10 Oct Hypnotherapy for Addiction?
In recent years, the practice of hypnosis has been receiving a lot of positive publicity for its ability to help people make constructive changes in their lives. Hypnotherapists have helped their patients stop smoking, lose weight, reduce anxiety, and overcome insomnia, just to mention a few of their accomplishments, and the list of bad habits and behavioral issues that hypnosis has been used to treat has been expanding steadily.
But what about addiction and alcoholism? Have hypnotists been able to assist those who are attempting to conquer serious substance abuse problems?
The answer to this question is “yes”; hypnosis has in fact been able to help some addicts and alcoholics manage their chemical dependencies more effectively. It is important to emphasize, however, that no responsible hypnotherapist would claim that alcoholism or drug addiction could be overcome through the use of hypnosis alone. Hypnotherapy has proven to be an effective complementary treatment for substance abuse, but it can only make a substantial difference if it is used in combination with more established and conventional forms of drug and alcohol rehabilitation.
Hypnosis and the Roots of Addiction
Psychologists and counselors who work with substance abusers will spend a significant amount of time trying to help their clients understand the underlying factors that drove them to drugs and alcohol in the first place. This process of deep introspection can at times be quite troubling and disturbing, and addicts and alcoholics will often throw up roadblocks of denial and repression in order to protect themselves from having to face unpleasant truths or re-live traumatic memories.
Hypnosis can be of great assistance to addiction therapists working with patients who are struggling to cope with their pasts and fighting to overcome their reflexive need to run away from painful truths. Deep relaxation and memory enhancement are two of the benefits of hypnosis, both of which can be useful for addicts and alcoholics who need to put aside the fears that are preventing them from recalling the important details of their personal histories. Hypnosis will allow addicts to remember what they have purposely forgotten without becoming overwhelmed by the emotions these efforts will inevitably cause to re-surface.

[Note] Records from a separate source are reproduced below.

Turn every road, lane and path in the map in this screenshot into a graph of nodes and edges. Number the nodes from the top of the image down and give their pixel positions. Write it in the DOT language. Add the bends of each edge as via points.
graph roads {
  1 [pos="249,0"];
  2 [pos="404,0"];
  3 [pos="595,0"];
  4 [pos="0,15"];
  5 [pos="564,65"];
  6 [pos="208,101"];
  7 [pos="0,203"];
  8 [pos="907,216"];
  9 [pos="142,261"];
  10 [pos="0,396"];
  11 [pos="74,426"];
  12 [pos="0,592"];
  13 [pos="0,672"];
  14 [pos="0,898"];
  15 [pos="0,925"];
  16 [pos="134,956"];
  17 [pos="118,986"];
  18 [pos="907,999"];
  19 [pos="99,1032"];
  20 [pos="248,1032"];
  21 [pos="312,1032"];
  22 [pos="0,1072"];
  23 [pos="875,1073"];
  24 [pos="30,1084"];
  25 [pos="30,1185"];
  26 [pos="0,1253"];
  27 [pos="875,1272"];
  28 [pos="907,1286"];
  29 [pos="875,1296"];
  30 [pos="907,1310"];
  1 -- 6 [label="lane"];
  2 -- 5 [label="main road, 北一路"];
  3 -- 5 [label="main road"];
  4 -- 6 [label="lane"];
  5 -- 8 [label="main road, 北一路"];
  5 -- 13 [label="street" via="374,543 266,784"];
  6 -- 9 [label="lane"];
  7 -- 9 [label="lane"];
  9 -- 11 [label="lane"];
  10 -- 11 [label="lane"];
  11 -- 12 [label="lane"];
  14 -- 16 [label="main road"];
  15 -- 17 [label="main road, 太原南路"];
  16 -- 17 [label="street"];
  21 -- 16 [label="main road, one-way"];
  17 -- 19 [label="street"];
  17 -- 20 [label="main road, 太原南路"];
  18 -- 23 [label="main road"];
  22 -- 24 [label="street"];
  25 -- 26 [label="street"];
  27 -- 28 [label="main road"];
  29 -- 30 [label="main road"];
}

There is one note of caution here: it is vitally important that efforts to stimulate this sort of deep and intense psychological exploration through the use of hypnosis only be undertaken inside a licensed treatment center or rehabilitation facility. In this type of clinical setting, the professionals on staff will be well prepared to deal with the extreme stress and inner turmoil that addicts can sometimes experience when they are forced to finally come to grips with everything they have been keeping repressed or hidden. There are some addiction specialists who have the kind of advanced training in hypnosis that is necessary to initiate such an approach to treatment, but rehabilitation centers that lack highly-skilled hypnotherapists on their staffs should be sure to bring in someone who has been certified by the American Society of Clinical Hypnosis before proceeding.
Hypnosis in Recovery
Hypnotherapy for addiction has a role to play during the recovery phase, after patients have left drug treatment centers and returned to their former lives. At this point, sobriety has essentially been achieved, but the possibility of relapse is always lurking just around the corner, waiting to put an end to all of an addict’s determined attempts to change.

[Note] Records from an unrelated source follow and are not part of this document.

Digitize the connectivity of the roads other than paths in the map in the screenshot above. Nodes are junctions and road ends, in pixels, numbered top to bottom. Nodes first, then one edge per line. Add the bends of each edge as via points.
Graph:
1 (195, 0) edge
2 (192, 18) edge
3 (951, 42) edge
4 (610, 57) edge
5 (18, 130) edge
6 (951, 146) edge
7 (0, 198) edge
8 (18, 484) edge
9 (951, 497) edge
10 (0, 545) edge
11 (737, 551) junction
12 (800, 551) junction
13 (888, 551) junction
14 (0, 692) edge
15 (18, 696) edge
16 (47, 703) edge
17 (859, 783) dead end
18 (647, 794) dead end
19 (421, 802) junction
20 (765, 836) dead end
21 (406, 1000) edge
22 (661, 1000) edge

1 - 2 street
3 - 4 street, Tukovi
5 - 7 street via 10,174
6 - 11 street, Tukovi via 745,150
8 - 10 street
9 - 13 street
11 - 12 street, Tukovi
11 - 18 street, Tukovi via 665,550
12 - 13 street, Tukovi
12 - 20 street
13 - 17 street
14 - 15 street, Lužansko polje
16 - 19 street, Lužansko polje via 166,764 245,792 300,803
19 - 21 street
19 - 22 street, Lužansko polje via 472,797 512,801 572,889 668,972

Trained hypnotherapists can show addicts and alcoholics in the recovery phase how to look at everything they are thinking and feeling objectively and analytically, as if they were examining the mind of another person from an elevated and detached perspective. This can lead to insights that will help recovering addicts more clearly identify triggers that might put them at risk of relapse, thereby giving them greater power to resist the temptations brought on by such stimuli.

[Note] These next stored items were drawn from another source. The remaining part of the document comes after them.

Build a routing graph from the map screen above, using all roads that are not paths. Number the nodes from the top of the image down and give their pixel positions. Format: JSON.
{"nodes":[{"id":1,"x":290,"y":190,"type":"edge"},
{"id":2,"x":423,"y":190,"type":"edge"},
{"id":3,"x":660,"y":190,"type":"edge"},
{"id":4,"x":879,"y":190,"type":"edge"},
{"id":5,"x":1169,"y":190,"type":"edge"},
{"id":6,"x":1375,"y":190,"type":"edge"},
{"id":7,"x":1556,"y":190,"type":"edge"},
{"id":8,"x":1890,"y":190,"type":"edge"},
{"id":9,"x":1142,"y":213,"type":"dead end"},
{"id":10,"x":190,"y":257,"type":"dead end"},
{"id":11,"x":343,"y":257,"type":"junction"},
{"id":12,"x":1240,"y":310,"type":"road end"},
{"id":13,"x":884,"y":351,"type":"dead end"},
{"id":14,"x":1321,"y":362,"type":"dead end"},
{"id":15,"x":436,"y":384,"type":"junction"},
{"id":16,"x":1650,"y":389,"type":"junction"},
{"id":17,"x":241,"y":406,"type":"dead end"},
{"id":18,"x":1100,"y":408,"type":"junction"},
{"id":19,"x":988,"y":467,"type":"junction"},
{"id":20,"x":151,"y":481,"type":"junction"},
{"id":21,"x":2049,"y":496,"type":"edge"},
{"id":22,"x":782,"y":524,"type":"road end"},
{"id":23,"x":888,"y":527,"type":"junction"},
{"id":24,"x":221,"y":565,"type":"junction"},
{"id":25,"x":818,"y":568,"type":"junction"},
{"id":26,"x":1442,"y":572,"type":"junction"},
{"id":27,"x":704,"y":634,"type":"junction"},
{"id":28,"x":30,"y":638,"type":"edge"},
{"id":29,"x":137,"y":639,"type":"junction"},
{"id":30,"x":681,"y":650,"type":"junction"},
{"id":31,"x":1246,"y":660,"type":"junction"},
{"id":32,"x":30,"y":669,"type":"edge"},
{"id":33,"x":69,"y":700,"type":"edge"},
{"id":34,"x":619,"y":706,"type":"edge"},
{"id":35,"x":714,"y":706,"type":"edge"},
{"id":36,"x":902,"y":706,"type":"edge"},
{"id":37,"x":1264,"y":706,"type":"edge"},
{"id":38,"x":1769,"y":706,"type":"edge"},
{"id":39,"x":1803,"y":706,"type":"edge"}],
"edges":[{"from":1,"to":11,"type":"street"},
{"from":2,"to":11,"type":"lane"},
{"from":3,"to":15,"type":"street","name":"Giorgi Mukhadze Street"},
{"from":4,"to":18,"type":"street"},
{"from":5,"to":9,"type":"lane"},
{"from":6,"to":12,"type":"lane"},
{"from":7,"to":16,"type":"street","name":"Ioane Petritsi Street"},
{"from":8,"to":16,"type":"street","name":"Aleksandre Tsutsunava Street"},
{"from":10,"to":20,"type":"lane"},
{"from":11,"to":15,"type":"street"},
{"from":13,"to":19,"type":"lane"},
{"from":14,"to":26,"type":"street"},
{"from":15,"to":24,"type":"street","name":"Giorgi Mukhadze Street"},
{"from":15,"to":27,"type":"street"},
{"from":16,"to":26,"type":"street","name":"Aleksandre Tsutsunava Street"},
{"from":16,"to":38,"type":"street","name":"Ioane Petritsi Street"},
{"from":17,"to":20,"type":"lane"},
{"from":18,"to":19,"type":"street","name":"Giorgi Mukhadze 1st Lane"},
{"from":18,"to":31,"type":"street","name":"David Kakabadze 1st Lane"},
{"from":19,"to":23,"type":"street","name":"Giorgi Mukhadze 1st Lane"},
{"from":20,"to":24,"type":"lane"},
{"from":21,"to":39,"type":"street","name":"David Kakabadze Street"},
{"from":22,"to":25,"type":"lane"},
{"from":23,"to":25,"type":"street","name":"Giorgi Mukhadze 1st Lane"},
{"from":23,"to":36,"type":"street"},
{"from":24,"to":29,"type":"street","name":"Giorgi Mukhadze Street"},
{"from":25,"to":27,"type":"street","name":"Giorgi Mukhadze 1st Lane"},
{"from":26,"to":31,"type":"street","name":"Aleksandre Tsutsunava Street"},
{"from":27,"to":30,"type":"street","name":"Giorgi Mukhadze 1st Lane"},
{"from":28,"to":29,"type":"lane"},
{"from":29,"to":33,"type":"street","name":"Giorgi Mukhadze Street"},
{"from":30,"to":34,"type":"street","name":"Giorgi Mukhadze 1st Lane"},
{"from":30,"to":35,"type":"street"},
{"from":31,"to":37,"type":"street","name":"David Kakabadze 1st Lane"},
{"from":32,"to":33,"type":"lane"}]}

Peer reviewed studies published in the American Journal of Clinical Hypnosis have found that addicts who attend hypnotherapy sessions regularly for periods ranging from six months to a year after leaving treatment centers are less likely to suffer relapse. This would seem to verify that hypnosis can definitely help people struggling with difficult issues gain control over their formerly spontaneous reactions and behavior.
A Promising Future
Treatment modalities in drug and alcohol rehabilitation are in a constant state of flux and evolution. Brand new complementary therapies that can effectively supplement traditional methodologies are constantly being discovered, and hypnotherapy certainly deserves an exalted place on this ever-growing list of helpful additions to the substance abuse treatment lexicon. Since only about 10 percent of people are immune to hypnotism, this innovative form of addiction treatment has the potential to help almost anyone who is open to giving it a try.